Genetic and epigenetic regulation of vitamin C accumulation in apple fruits

To date, fruit-breeding programmes have mostly focused on easily identifiable phenotypic characteristics such as fruit color or fruit size. However, the availability of high-throughput analytical and molecular methodologies now allows us to pursue more challenging quality traits such as nutritional contents like the increase in vitamin concentrations. The main goal of this proposal is to identify the genetic and molecular factors that control vitamin C (L-ascorbic acid, AsA) and carotenoid accumulation in apple fruits.
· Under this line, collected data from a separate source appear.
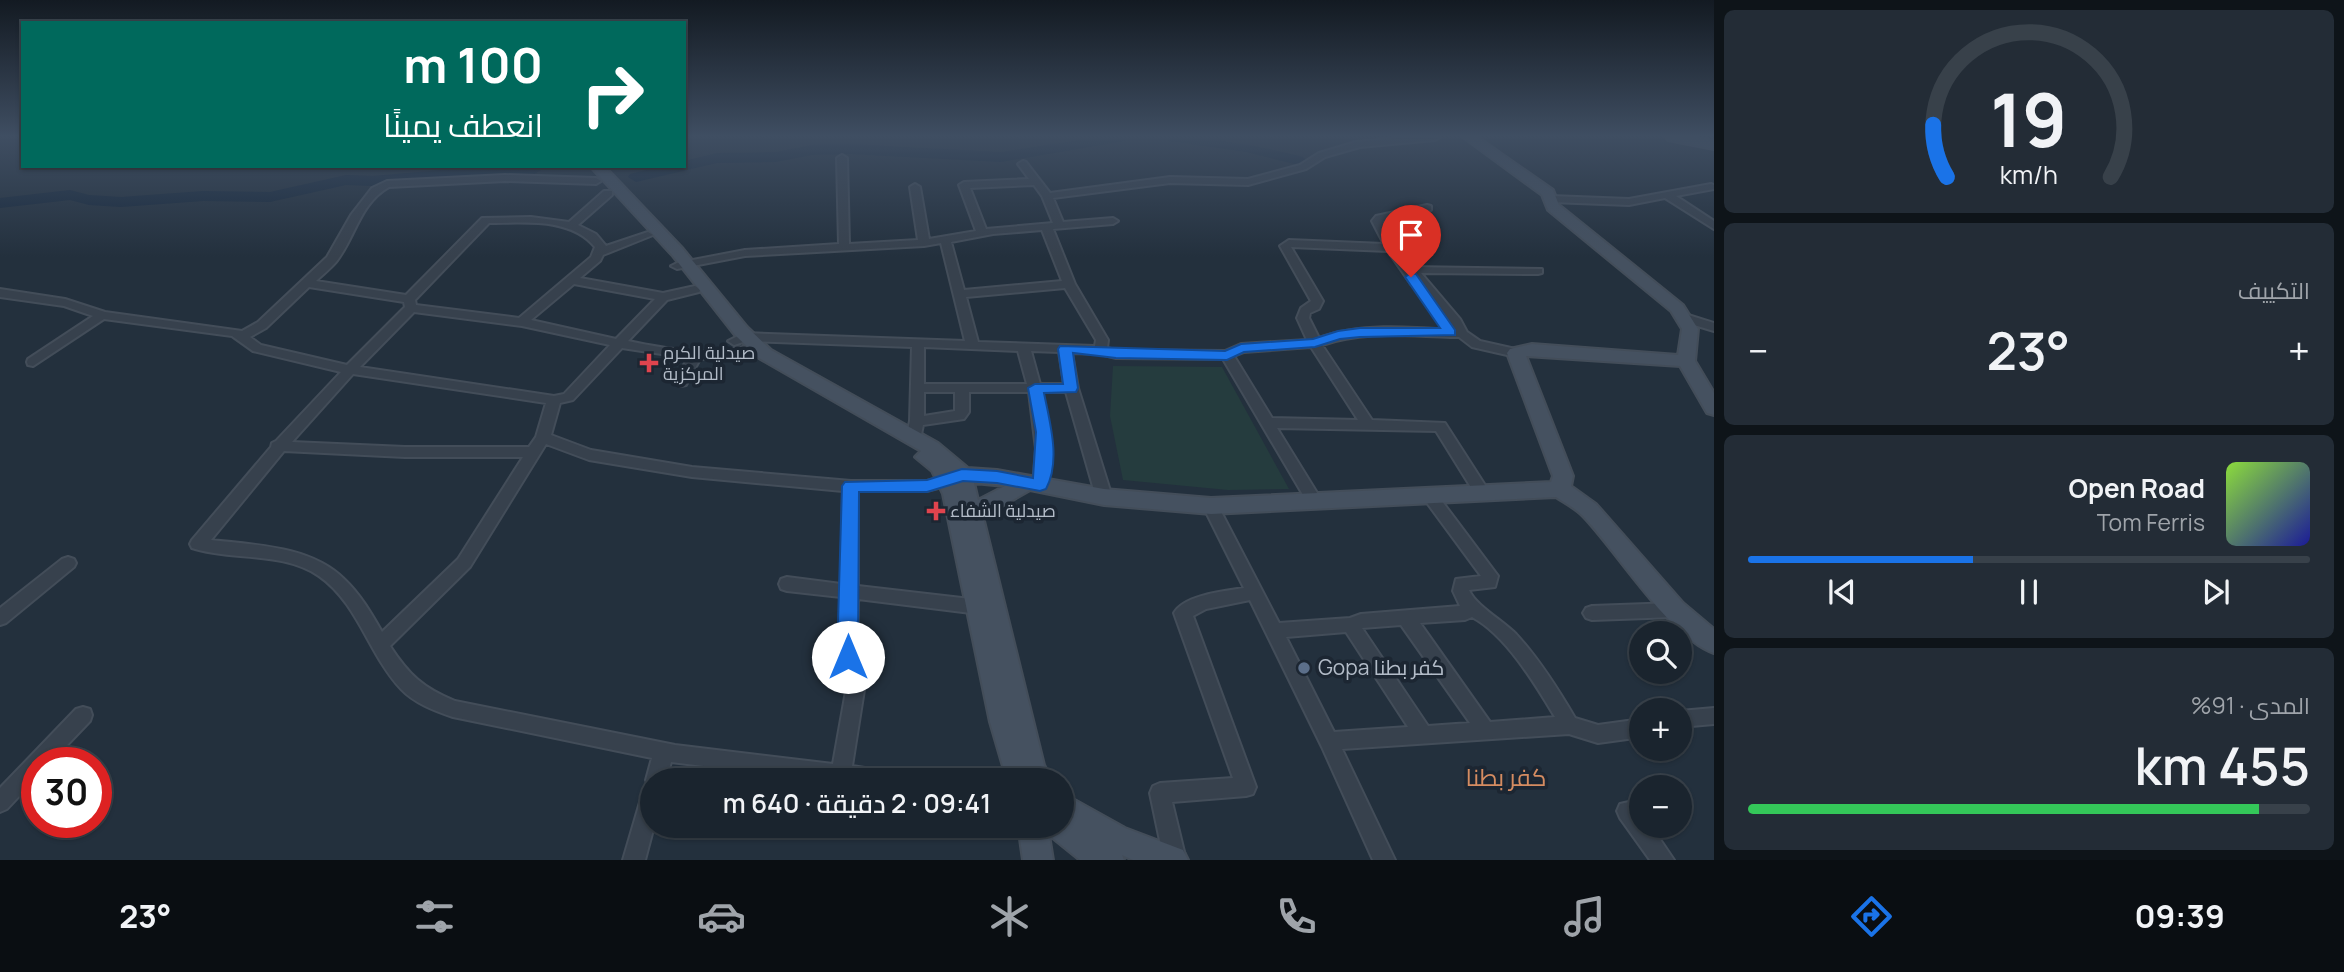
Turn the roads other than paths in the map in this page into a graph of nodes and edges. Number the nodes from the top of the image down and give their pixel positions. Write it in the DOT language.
graph roads {
  1 [pos="584,177"];
  2 [pos="596,177"];
  3 [pos="842,177"];
  4 [pos="1033,177"];
  5 [pos="1266,177"];
  6 [pos="1526,177"];
  7 [pos="1037,183"];
  8 [pos="915,187"];
  9 [pos="1711,187"];
  10 [pos="1667,195"];
  11 [pos="1046,196"];
  12 [pos="1550,200"];
  13 [pos="1427,208"];
  14 [pos="1113,221"];
  15 [pos="1059,225"];
  16 [pos="570,226"];
  17 [pos="1046,226"];
  18 [pos="1714,226"];
  19 [pos="982,233"];
  20 [pos="648,235"];
  21 [pos="945,239"];
  22 [pos="924,243"];
  23 [pos="844,246"];
  24 [pos="1391,248"];
  25 [pos="601,251"];
  26 [pos="682,264"];
  27 [pos="1538,271"];
  28 [pos="572,280"];
  29 [pos="308,283"];
  30 [pos="1069,284"];
  31 [pos="695,290"];
  32 [pos="0,293"];
  33 [pos="959,294"];
  34 [pos="663,297"];
  35 [pos="410,303"];
  36 [pos="102,315"];
  37 [pos="1685,318"];
  38 [pos="521,322"];
  39 [pos="1714,327"];
  40 [pos="1456,333"];
  41 [pos="243,336"];
  42 [pos="918,342"];
  43 [pos="618,343"];
  44 [pos="740,343"];
  45 [pos="1315,343"];
  46 [pos="972,344"];
  47 [pos="1023,346"];
  48 [pos="1065,349"];
  49 [pos="1100,350"];
  50 [pos="1517,353"];
  51 [pos="696,355"];
  52 [pos="1227,355"];
  53 [pos="1686,361"];
  54 [pos="33,362"];
  55 [pos="347,369"];
  56 [pos="681,382"];
  57 [pos="916,388"];
  58 [pos="962,388"];
  59 [pos="1035,388"];
  60 [pos="1071,388"];
  61 [pos="554,400"];
  62 [pos="1714,409"];
  63 [pos="1267,423"];
  64 [pos="1368,425"];
  65 [pos="915,430"];
  66 [pos="543,437"];
  67 [pos="277,446"];
  68 [pos="533,452"];
  69 [pos="955,477"];
  70 [pos="1033,484"];
  71 [pos="851,486"];
  72 [pos="1560,489"];
  73 [pos="1482,493"];
  74 [pos="1430,496"];
  75 [pos="1104,497"];
  76 [pos="1314,501"];
  77 [pos="1211,506"];
  78 [pos="972,513"];
  79 [pos="68,563"];
  80 [pos="787,584"];
  81 [pos="848,591"];
  82 [pos="1254,592"];
  83 [pos="979,607"];
  84 [pos="1469,607"];
  85 [pos="1675,610"];
  86 [pos="1592,613"];
  87 [pos="0,618"];
  88 [pos="1406,618"];
  89 [pos="1352,625"];
  90 [pos="1274,631"];
  91 [pos="1714,643"];
  92 [pos="381,644"];
  93 [pos="83,715"];
  94 [pos="1714,716"];
  95 [pos="1692,718"];
  96 [pos="1569,725"];
  97 [pos="1629,730"];
  98 [pos="1486,731"];
  99 [pos="1424,736"];
  100 [pos="1329,741"];
  101 [pos="52,747"];
  102 [pos="664,752"];
  103 [pos="659,768"];
  104 [pos="793,768"];
  105 [pos="842,768"];
  106 [pos="1017,768"];
  107 [pos="1032,768"];
  108 [pos="21,780"];
  109 [pos="0,802"];
  110 [pos="1074,815"];
  111 [pos="640,838"];
  112 [pos="1034,838"];
  113 [pos="1074,838"];
  114 [pos="1647,838"];
  115 [pos="634,860"];
  116 [pos="1038,860"];
  117 [pos="1109,860"];
  118 [pos="1174,860"];
  119 [pos="1384,860"];
  120 [pos="1663,860"];
  1 -- 29 [label="street"];
  2 -- 16 [label="street"];
  2 -- 20 [label="main road"];
  2 -- 26 [label="main road"];
  3 -- 23 [label="street"];
  4 -- 7 [label="street"];
  5 -- 11 [label="street"];
  6 -- 12 [label="main road"];
  7 -- 11 [label="street"];
  7 -- 19 [label="street"];
  8 -- 22 [label="street"];
  9 -- 10 [label="street"];
  10 -- 12 [label="street"];
  10 -- 18 [label="street"];
  11 -- 15 [label="street"];
  12 -- 37 [label="main road"];
  13 -- 24 [label="street"];
  14 -- 15 [label="street"];
  15 -- 17 [label="street"];
  16 -- 25 [label="street"];
  16 -- 35 [label="street"];
  17 -- 19 [label="street"];
  17 -- 30 [label="street"];
  19 -- 21 [label="street"];
  20 -- 25 [label="street"];
  20 -- 26 [label="main road"];
  21 -- 22 [label="street"];
  21 -- 33 [label="street"];
  22 -- 23 [label="street"];
  23 -- 26 [label="street"];
  24 -- 40 [label="street"];
  24 -- 45 [label="street"];
  25 -- 28 [label="street"];
  26 -- 31 [label="main road"];
  26 -- 44 [label="main road"];
  27 -- 40 [label="street"];
  28 -- 34 [label="street"];
  28 -- 38 [label="street"];
  29 -- 35 [label="street"];
  29 -- 41 [label="street"];
  30 -- 33 [label="street"];
  30 -- 49 [label="street"];
  31 -- 34 [label="street"];
  31 -- 44 [label="main road"];
  32 -- 36 [label="street"];
  33 -- 46 [label="street"];
  34 -- 43 [label="street"];
  35 -- 38 [label="street"];
  35 -- 55 [label="street"];
  36 -- 41 [label="street"];
  36 -- 54 [label="street"];
  37 -- 39 [label="street"];
  37 -- 53 [label="main road"];
  38 -- 43 [label="street"];
  40 -- 45 [label="street"];
  40 -- 50 [label="street"];
  41 -- 55 [label="street"];
  42 -- 44 [label="street"];
  42 -- 46 [label="street"];
  42 -- 57 [label="street"];
  43 -- 51 [label="street"];
  43 -- 61 [label="street"];
  44 -- 51 [label="street"];
  44 -- 65 [label="main road"];
  44 -- 69 [label="main road"];
  45 -- 52 [label="street"];
  45 -- 64 [label="street"];
  46 -- 47 [label="street"];
  47 -- 48 [label="street"];
  47 -- 59 [label="street"];
  48 -- 49 [label="street"];
  48 -- 60 [label="street"];
  49 -- 52 [label="street"];
  50 -- 53 [label="main road"];
  50 -- 72 [label="main road"];
  51 -- 56 [label="street"];
  52 -- 63 [label="street"];
  53 -- 62 [label="main road"];
  55 -- 61 [label="street"];
  55 -- 67 [label="street"];
  57 -- 58 [label="street"];
  57 -- 65 [label="street"];
  58 -- 59 [label="street"];
  58 -- 65 [label="street"];
  59 -- 60 [label="street"];
  59 -- 70 [label="street"];
  60 -- 75 [label="street"];
  61 -- 66 [label="street"];
  63 -- 64 [label="street"];
  63 -- 76 [label="street"];
  64 -- 73 [label="street"];
  65 -- 69 [label="main road"];
  66 -- 68 [label="street"];
  66 -- 71 [label="street"];
  67 -- 68 [label="street"];
  67 -- 92 [label="street"];
  68 -- 92 [label="street"];
  69 -- 70 [label="main road"];
  69 -- 71 [label="street"];
  69 -- 78 [label="main road"];
  69 -- 83 [label="main road"];
  70 -- 75 [label="main road"];
  70 -- 78 [label="main road"];
  71 -- 81 [label="street"];
  72 -- 73 [label="main road"];
  72 -- 85 [label="main road"];
  73 -- 74 [label="main road"];
  74 -- 76 [label="main road"];
  74 -- 84 [label="street"];
  75 -- 77 [label="main road"];
  76 -- 77 [label="main road"];
  77 -- 82 [label="street"];
  78 -- 107 [label="main road"];
  79 -- 87 [label="street"];
  80 -- 81 [label="street"];
  81 -- 83 [label="street"];
  81 -- 105 [label="street"];
  82 -- 90 [label="street"];
  82 -- 118 [label="street"];
  83 -- 106 [label="main road"];
  84 -- 88 [label="street"];
  84 -- 96 [label="street"];
  85 -- 86 [label="street"];
  85 -- 91 [label="main road"];
  88 -- 89 [label="street"];
  88 -- 98 [label="street"];
  89 -- 90 [label="street"];
  89 -- 99 [label="street"];
  90 -- 100 [label="street"];
  92 -- 102 [label="street"];
  93 -- 101 [label="street"];
  94 -- 95 [label="street"];
  96 -- 97 [label="street"];
  96 -- 98 [label="street"];
  98 -- 99 [label="street"];
  99 -- 100 [label="street"];
  100 -- 119 [label="street"];
  102 -- 103 [label="street"];
  102 -- 104 [label="street"];
  108 -- 109 [label="street"];
  110 -- 118 [label="main road"];
  111 -- 115 [label="street"];
  112 -- 116 [label="street"];
  113 -- 117 [label="main road"];
  114 -- 120 [label="street"];
}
Apple, is one of the most widely cultivated tree fruits in the world, and understanding the mechanisms that regulate AsA and carotenoid contents, would lead to the identification of novel genes and alleles that can be used for plant breeding for AsA- and carotenoid-enriched apple fruits. This in turn can contribute to improved apple fruit nutritional and postharvest quality and consequently, add extra value to the crop. AsA and carotenoids are also involved in plant defense systems against biotic and abiotic stresses and are therefore of high biological importance.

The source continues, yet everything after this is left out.